Android is an operating system run by internet-connected mobile devices, like smart-phones and tablets. With half a billion Android devices in operation around the world, developing applications for them seems like a tempting proposition. The 500,000 Android applications available on Google’s “Play” distribution service and the corresponding billions of downloads prove the point.

The Android application environment consists of a Linux kernel, numerous libraries written in C, and the Dalvik virtual machine, which is used to run Java code. The Java infrastructure is the basis for Android’s application framework, available as an API, which is in turn used by Android’s built-in and third-party applications. Applications can be installed via a USB cable, or, more commonly, downloaded from a location on the web.
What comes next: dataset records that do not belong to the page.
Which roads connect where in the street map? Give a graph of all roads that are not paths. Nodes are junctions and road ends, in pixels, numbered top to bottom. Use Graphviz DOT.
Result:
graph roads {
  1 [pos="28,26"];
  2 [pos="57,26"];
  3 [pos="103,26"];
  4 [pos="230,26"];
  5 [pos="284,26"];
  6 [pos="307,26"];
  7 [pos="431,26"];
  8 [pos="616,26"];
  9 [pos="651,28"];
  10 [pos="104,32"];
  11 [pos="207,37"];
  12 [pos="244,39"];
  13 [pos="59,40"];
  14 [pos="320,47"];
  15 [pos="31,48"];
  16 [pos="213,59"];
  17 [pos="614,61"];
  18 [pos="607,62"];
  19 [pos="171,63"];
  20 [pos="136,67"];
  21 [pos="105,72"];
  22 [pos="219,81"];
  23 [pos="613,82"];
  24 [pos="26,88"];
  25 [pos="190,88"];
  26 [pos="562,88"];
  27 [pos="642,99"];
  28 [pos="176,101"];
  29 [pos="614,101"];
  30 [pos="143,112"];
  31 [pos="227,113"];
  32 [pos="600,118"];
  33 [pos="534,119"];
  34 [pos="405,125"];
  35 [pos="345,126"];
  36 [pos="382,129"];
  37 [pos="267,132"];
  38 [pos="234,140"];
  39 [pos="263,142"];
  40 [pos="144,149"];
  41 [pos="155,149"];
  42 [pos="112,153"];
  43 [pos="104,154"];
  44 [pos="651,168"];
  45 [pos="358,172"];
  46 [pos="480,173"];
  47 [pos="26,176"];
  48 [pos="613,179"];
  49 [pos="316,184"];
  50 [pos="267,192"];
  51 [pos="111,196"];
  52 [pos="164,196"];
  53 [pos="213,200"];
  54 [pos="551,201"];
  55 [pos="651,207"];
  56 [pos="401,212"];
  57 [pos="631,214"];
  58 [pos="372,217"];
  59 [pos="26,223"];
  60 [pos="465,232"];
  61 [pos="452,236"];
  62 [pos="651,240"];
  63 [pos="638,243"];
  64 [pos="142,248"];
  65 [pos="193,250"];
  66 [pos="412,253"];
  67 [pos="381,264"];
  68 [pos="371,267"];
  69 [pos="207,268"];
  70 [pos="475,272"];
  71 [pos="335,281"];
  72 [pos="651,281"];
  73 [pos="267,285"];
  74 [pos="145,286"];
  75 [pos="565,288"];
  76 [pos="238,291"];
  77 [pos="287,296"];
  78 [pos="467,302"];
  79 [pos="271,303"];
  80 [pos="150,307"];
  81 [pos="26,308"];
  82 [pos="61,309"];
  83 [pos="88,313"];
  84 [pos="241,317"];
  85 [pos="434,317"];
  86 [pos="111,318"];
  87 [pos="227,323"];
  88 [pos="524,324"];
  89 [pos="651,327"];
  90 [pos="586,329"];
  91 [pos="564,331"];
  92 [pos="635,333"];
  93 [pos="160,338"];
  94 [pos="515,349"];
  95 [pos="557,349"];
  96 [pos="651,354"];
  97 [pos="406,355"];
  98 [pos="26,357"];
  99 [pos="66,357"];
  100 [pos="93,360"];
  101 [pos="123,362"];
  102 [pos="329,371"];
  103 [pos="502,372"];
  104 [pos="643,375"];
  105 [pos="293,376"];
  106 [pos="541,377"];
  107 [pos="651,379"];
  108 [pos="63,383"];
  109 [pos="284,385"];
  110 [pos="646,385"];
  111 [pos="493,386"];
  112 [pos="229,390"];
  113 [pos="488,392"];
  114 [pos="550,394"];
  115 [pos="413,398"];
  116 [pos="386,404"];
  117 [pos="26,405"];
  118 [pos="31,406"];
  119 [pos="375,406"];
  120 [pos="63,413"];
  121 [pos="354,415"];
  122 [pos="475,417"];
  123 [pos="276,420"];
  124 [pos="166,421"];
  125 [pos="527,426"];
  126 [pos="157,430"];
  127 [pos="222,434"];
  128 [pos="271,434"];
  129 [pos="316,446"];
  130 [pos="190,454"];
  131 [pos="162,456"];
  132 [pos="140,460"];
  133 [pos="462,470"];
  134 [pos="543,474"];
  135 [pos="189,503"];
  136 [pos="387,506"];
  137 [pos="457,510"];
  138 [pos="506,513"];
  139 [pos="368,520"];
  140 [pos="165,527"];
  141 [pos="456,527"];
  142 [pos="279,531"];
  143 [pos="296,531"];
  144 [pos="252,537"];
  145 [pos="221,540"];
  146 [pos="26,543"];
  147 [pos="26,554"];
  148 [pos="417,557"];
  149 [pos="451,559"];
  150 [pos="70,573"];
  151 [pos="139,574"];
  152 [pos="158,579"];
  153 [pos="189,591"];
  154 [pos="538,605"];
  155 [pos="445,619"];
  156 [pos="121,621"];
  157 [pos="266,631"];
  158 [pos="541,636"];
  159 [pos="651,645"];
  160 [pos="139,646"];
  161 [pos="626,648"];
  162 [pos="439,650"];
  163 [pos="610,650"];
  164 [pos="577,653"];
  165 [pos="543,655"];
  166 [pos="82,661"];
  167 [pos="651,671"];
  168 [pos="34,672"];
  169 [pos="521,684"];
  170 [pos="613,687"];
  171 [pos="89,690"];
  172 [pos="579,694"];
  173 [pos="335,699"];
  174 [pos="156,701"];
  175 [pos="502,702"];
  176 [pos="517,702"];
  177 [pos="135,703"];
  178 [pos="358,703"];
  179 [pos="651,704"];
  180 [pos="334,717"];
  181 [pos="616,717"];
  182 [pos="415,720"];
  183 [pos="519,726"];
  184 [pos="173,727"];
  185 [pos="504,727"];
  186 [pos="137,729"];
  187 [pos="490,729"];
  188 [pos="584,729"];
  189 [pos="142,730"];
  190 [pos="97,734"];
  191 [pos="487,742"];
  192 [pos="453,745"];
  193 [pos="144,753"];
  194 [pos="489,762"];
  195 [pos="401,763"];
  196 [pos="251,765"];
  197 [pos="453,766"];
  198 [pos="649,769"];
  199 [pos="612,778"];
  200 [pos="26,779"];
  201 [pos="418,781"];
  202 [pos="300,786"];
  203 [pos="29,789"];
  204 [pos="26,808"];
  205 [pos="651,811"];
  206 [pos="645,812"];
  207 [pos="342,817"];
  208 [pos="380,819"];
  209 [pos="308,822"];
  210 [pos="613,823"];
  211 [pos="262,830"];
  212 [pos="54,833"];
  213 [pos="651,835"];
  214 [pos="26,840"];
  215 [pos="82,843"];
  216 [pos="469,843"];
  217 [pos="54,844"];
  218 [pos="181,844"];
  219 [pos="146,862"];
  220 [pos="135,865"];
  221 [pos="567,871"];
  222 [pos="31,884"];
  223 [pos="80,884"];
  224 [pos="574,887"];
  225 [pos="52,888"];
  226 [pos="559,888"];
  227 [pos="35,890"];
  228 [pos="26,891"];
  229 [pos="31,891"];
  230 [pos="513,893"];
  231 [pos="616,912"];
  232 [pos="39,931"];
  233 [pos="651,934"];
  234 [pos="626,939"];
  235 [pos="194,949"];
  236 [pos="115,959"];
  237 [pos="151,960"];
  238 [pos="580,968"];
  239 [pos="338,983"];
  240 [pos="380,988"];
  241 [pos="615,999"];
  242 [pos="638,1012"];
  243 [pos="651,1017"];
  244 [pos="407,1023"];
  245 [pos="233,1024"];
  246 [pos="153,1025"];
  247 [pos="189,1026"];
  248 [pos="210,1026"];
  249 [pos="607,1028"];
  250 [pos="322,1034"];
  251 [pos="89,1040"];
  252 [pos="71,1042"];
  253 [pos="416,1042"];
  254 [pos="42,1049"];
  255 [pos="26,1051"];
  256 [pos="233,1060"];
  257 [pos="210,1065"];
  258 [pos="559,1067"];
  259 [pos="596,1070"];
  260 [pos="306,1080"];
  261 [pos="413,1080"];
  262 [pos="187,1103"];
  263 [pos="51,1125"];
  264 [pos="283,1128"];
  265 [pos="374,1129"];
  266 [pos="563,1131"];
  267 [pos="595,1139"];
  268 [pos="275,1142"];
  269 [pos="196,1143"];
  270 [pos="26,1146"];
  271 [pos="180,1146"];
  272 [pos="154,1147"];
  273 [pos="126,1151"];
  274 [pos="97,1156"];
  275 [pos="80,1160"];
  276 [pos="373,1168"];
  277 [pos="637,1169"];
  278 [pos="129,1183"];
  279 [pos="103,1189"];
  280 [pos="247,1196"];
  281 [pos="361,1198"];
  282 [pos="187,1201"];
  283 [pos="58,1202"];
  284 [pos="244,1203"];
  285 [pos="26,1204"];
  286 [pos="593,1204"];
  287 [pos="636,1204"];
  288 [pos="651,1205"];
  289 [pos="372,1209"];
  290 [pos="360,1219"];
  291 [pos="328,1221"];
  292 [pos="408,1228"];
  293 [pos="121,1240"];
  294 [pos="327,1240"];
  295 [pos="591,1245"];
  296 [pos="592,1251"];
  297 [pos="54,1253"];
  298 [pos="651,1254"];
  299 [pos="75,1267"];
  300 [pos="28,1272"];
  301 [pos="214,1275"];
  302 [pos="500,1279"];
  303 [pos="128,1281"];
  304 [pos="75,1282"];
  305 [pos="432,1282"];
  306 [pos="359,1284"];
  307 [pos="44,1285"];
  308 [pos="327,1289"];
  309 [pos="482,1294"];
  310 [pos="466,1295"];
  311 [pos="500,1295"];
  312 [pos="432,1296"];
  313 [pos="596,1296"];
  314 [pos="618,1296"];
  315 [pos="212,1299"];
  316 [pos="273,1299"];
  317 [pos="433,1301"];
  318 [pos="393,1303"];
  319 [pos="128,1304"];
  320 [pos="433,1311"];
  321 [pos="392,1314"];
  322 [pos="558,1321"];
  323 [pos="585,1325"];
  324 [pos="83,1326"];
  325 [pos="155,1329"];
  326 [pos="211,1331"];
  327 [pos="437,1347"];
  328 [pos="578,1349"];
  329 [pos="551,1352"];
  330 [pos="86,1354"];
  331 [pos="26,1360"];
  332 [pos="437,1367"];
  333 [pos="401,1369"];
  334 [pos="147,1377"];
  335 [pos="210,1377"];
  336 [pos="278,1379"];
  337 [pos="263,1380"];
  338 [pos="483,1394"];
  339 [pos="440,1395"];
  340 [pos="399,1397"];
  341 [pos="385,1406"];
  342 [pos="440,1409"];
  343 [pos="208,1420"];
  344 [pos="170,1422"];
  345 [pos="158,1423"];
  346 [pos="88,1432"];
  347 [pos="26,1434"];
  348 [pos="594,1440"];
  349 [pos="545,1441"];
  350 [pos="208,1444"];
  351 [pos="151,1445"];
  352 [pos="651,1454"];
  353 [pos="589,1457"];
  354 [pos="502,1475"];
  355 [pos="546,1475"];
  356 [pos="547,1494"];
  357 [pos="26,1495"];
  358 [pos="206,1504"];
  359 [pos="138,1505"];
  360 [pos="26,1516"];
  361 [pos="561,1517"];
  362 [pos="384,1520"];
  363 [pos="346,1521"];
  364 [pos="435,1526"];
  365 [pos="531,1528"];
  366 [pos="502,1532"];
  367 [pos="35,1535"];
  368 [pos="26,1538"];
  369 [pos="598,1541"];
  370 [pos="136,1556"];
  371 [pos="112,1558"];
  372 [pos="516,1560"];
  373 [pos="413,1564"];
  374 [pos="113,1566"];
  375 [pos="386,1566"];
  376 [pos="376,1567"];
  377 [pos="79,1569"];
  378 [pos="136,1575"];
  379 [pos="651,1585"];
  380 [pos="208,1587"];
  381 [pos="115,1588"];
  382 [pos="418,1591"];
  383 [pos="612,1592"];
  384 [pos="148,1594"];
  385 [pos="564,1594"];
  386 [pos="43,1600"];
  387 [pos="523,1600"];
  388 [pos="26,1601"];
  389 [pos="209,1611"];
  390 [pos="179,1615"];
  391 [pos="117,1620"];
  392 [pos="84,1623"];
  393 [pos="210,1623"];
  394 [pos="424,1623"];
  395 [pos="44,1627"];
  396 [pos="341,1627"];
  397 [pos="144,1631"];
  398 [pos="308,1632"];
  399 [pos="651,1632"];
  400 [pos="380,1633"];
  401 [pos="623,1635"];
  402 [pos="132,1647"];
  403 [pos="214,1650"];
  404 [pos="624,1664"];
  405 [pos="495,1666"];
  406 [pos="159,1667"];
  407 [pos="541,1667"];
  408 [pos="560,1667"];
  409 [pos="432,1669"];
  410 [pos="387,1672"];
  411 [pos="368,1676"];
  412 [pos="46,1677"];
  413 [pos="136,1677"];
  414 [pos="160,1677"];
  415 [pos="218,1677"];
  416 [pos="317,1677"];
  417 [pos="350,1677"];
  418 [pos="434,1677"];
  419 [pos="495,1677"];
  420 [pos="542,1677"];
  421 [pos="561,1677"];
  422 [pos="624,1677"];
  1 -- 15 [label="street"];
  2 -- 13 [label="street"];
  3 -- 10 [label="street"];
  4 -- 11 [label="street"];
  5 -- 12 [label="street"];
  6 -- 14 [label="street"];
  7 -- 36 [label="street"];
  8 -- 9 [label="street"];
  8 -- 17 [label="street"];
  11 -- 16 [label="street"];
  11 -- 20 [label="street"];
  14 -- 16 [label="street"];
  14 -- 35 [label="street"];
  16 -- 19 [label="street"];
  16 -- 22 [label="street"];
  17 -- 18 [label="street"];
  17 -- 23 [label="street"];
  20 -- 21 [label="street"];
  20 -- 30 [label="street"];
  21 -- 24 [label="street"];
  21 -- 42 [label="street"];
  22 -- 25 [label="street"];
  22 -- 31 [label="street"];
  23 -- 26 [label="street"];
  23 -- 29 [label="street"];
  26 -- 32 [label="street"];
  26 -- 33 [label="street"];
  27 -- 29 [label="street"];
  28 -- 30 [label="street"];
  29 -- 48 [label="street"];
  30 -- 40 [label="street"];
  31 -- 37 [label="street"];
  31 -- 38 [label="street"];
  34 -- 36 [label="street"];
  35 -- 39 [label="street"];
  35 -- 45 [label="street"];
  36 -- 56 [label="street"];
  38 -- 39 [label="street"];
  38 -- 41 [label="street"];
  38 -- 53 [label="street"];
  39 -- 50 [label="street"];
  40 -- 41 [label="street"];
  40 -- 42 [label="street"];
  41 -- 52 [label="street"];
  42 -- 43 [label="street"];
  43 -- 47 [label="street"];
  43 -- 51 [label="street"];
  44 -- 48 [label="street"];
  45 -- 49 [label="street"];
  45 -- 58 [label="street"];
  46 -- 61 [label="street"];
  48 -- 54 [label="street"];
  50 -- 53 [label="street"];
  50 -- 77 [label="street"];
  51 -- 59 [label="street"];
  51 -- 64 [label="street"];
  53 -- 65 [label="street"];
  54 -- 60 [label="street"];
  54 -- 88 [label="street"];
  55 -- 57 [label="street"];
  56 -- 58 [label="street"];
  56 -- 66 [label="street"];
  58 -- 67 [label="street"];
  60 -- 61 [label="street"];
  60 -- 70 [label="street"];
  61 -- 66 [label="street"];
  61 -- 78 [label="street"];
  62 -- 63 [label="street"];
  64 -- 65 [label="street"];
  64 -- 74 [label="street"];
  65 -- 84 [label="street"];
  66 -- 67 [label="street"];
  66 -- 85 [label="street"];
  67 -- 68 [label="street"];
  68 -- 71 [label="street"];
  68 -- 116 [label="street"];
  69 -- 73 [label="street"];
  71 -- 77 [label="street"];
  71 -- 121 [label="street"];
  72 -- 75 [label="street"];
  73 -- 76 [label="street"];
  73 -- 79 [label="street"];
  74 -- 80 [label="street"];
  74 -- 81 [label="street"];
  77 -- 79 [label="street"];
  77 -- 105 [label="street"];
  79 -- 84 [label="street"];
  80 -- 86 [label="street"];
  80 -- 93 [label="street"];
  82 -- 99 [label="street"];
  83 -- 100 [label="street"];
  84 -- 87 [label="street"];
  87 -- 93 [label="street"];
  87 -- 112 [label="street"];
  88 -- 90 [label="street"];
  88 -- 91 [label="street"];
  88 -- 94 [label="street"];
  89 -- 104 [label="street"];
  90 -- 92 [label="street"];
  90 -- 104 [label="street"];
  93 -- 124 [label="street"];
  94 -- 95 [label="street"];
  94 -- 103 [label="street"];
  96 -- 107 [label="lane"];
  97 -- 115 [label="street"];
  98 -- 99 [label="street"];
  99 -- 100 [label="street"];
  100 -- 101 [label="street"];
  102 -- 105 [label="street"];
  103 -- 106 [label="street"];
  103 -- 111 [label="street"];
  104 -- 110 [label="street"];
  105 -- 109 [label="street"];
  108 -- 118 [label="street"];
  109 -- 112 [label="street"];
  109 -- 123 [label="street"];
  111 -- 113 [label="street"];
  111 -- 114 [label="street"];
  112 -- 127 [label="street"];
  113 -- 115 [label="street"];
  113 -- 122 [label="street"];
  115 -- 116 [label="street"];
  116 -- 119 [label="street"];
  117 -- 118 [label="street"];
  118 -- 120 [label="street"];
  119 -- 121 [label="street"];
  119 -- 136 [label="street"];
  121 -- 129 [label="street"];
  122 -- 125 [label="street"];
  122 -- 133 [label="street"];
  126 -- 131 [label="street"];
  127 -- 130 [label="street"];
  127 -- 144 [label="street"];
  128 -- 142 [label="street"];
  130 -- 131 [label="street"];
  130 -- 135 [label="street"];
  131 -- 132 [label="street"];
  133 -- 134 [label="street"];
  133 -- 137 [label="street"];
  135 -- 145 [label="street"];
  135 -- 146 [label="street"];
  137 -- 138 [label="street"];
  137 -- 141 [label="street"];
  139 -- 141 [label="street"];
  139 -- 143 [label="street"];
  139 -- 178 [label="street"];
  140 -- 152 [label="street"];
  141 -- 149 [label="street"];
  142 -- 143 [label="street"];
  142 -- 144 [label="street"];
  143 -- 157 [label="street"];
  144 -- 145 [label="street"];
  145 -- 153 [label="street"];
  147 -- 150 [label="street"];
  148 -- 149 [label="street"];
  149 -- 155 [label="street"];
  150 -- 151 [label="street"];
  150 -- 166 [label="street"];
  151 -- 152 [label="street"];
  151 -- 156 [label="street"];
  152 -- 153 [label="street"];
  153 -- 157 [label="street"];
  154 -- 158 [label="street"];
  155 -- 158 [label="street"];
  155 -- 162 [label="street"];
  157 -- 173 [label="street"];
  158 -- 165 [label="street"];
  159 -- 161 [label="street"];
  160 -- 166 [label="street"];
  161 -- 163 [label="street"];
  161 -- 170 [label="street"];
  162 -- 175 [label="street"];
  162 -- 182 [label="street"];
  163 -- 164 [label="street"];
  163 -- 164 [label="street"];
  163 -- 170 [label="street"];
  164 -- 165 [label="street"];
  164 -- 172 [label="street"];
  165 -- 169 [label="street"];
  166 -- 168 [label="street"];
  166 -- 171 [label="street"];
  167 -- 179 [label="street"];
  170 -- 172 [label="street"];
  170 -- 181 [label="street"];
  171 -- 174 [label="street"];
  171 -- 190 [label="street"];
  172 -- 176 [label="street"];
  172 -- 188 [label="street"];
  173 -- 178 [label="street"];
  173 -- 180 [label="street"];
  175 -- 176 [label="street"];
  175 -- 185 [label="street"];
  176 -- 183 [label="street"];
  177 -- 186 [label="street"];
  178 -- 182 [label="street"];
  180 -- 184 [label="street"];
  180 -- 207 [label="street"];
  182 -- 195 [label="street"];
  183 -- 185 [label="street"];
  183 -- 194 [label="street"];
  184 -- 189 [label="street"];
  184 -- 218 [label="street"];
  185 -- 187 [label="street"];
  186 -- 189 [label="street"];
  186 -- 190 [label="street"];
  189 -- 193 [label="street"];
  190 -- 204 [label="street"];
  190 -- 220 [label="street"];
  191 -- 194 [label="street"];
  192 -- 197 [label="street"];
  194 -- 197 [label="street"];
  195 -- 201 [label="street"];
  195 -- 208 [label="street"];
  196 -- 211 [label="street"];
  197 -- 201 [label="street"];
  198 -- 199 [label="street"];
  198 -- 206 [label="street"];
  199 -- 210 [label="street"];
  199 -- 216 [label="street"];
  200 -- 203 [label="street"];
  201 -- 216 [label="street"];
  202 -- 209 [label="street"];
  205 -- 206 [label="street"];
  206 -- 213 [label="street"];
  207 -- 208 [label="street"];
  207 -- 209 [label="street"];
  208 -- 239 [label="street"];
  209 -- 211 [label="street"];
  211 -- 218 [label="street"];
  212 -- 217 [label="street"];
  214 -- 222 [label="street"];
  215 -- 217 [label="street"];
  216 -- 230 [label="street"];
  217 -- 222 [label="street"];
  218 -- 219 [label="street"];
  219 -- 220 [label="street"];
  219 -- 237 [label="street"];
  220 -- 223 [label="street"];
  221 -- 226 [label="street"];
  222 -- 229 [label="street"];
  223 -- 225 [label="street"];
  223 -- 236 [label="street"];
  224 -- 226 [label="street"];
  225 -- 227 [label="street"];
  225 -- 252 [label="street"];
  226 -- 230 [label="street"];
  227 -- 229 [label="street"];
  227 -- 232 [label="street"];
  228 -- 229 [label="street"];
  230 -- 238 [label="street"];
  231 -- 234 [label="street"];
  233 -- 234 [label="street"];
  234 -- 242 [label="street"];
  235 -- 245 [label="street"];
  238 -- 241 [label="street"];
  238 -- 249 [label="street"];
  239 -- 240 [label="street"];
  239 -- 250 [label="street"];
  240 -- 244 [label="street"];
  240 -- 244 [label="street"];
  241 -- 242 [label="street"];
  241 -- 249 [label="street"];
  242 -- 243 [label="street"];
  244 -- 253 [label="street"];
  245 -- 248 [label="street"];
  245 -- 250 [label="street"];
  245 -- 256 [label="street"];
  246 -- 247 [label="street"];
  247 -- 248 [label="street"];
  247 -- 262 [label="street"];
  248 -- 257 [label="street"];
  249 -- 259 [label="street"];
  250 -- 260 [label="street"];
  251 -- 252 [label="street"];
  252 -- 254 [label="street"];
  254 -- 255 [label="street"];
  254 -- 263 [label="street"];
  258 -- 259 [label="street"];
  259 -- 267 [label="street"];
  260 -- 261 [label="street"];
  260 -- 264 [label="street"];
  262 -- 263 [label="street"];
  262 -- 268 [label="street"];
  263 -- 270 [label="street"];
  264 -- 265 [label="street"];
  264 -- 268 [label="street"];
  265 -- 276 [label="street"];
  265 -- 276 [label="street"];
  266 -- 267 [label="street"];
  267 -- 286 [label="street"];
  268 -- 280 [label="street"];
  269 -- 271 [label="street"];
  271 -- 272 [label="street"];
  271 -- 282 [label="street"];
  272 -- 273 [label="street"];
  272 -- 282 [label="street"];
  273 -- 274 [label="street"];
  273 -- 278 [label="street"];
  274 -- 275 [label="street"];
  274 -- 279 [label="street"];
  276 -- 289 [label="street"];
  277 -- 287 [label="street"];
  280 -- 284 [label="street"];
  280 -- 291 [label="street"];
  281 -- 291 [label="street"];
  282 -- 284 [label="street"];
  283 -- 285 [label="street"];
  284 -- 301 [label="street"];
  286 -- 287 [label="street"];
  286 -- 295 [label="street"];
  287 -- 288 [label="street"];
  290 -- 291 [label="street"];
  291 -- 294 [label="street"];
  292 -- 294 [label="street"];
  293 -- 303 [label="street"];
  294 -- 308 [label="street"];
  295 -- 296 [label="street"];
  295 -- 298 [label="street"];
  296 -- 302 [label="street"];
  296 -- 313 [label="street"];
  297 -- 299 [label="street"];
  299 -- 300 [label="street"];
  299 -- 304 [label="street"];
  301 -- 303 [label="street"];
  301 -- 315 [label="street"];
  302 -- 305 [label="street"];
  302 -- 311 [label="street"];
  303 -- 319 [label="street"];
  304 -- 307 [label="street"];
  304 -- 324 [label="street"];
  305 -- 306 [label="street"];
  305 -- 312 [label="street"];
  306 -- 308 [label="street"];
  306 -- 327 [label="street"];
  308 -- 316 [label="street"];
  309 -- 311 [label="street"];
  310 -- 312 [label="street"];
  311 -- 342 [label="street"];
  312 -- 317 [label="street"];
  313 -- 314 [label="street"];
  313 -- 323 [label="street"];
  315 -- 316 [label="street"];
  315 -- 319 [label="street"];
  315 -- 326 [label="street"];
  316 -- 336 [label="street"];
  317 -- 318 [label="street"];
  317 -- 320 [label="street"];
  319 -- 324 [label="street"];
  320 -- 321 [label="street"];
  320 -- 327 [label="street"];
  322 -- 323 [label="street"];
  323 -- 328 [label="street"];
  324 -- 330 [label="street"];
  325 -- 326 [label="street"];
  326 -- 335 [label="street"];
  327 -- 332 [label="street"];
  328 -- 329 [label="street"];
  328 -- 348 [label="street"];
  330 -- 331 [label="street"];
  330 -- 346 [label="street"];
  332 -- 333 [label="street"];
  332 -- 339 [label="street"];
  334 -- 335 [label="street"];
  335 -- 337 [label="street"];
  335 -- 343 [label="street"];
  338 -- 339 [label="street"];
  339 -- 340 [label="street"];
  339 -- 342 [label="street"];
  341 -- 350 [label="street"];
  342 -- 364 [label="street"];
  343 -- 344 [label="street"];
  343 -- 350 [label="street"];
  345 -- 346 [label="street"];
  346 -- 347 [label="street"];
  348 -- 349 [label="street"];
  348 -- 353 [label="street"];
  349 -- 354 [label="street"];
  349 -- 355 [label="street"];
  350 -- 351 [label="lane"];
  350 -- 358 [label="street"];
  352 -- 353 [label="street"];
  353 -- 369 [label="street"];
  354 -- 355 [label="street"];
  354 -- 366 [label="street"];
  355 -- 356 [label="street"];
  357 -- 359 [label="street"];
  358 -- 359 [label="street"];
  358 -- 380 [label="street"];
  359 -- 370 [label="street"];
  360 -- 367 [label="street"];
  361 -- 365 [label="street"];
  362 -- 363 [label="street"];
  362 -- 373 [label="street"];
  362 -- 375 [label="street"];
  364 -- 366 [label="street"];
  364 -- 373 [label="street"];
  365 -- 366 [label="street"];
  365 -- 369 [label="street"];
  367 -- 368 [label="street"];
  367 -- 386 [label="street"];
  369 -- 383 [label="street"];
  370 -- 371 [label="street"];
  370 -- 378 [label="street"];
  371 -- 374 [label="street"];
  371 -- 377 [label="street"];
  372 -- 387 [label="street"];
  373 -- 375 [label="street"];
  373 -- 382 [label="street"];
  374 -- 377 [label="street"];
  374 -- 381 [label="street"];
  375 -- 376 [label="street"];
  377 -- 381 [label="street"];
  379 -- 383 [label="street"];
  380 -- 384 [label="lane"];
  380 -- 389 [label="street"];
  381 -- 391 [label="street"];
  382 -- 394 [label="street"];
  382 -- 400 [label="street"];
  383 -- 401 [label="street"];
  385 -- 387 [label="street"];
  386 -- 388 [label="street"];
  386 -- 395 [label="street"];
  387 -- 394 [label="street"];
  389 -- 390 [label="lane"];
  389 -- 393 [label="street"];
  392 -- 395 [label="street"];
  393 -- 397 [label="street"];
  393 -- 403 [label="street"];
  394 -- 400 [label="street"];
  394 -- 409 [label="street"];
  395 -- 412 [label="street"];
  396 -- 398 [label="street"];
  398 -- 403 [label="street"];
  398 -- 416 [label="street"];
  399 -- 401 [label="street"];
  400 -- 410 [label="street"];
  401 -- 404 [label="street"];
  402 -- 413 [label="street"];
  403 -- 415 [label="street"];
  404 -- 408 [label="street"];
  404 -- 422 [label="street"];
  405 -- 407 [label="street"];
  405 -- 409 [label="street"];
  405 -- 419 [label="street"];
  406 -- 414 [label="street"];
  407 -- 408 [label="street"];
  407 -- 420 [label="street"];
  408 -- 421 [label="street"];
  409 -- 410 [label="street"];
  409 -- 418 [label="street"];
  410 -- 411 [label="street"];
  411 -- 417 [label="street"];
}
If you want to write an Android application by reading through the API reference, think again. With 3200 classes organized into 170 packages the API is not something you can easily master and keep in your head. The application development process is also far from trivial. A bare-bones application consists of 12 files stored in 13 directories. Apart from the Java source code these include a manifest, assorted property files, the Ant build instructions, the layout specification, string resources, and bitmaps for various resolutions. Having written an application you probably want to test it in an emulator, adjust it so that it plays well in diverse Android hardware and software variations, and upload it on an online store.

Mark Murphy’s hefty tome titled “Beginning Android 3” cuts away a lot of the complexity associated with building an Android application by guiding you step-by-step through most of the way. The book’s 49 chapters are organized into seven (somewhat uneven) parts covering the basics, interactivity, tablets, data storage, non-interactive functionality, miscellaneous services, alternative application environments, and future challenges. Although the chapter titles may read like a laundry list, they are logically organized around features you will need as you build gradually more sophisticated applications. Furthermore, each chapter starts with an introduction explaining how a particular topic fits an application’s requirements. As a result, one can easily read the book from cover to cover, perhaps only skimming the numerous example code listings, to quickly get an overall picture of Android development. Many images depicting how an application will appear serve to guide the reader toward the desired functionality.

The writing is clear and crispy. Imaginative section titles, like “String Theory” and “In the Land of Menus in Honey”, lighten the prose, which owing to the large amount of material covered could otherwise be tiresome. In a number of places Murphy ventures beyond the typical exposition of the official API, offering personal advice for particular problems, for instance detailing how to obtain styled formatted text (the Android API uses incompatible types for Java formats and styled text), how to work with diverse screen sizes, and how to handle the inevitable changes in the Android platform specifications.

The book’s contents cover a substantial breadth. Fittingly for a platform that is used throughout the planet, Murphy discusses internationalizing applications, handling diverse hardware platforms, and even writing applications that behave correctly with languages written right-to-left. Areas I would have liked to read more about would include the devices’ multimedia capabilities, namely rendering graphics, sound input and output, using the camera, interacting with the touch screen and the accelerometers, and so on. Note however, that “Beginning Android 3” stands in the middle between another Apress title titled “Android Apps for Absolute Beginners” and three more advanced titles titled “Practical Android Projects”, “Pro Android 3” and “Android Recipes”. As such it will serve well an experienced programmer who wants to quickly dive into the development of moderately sophisticated Android applications.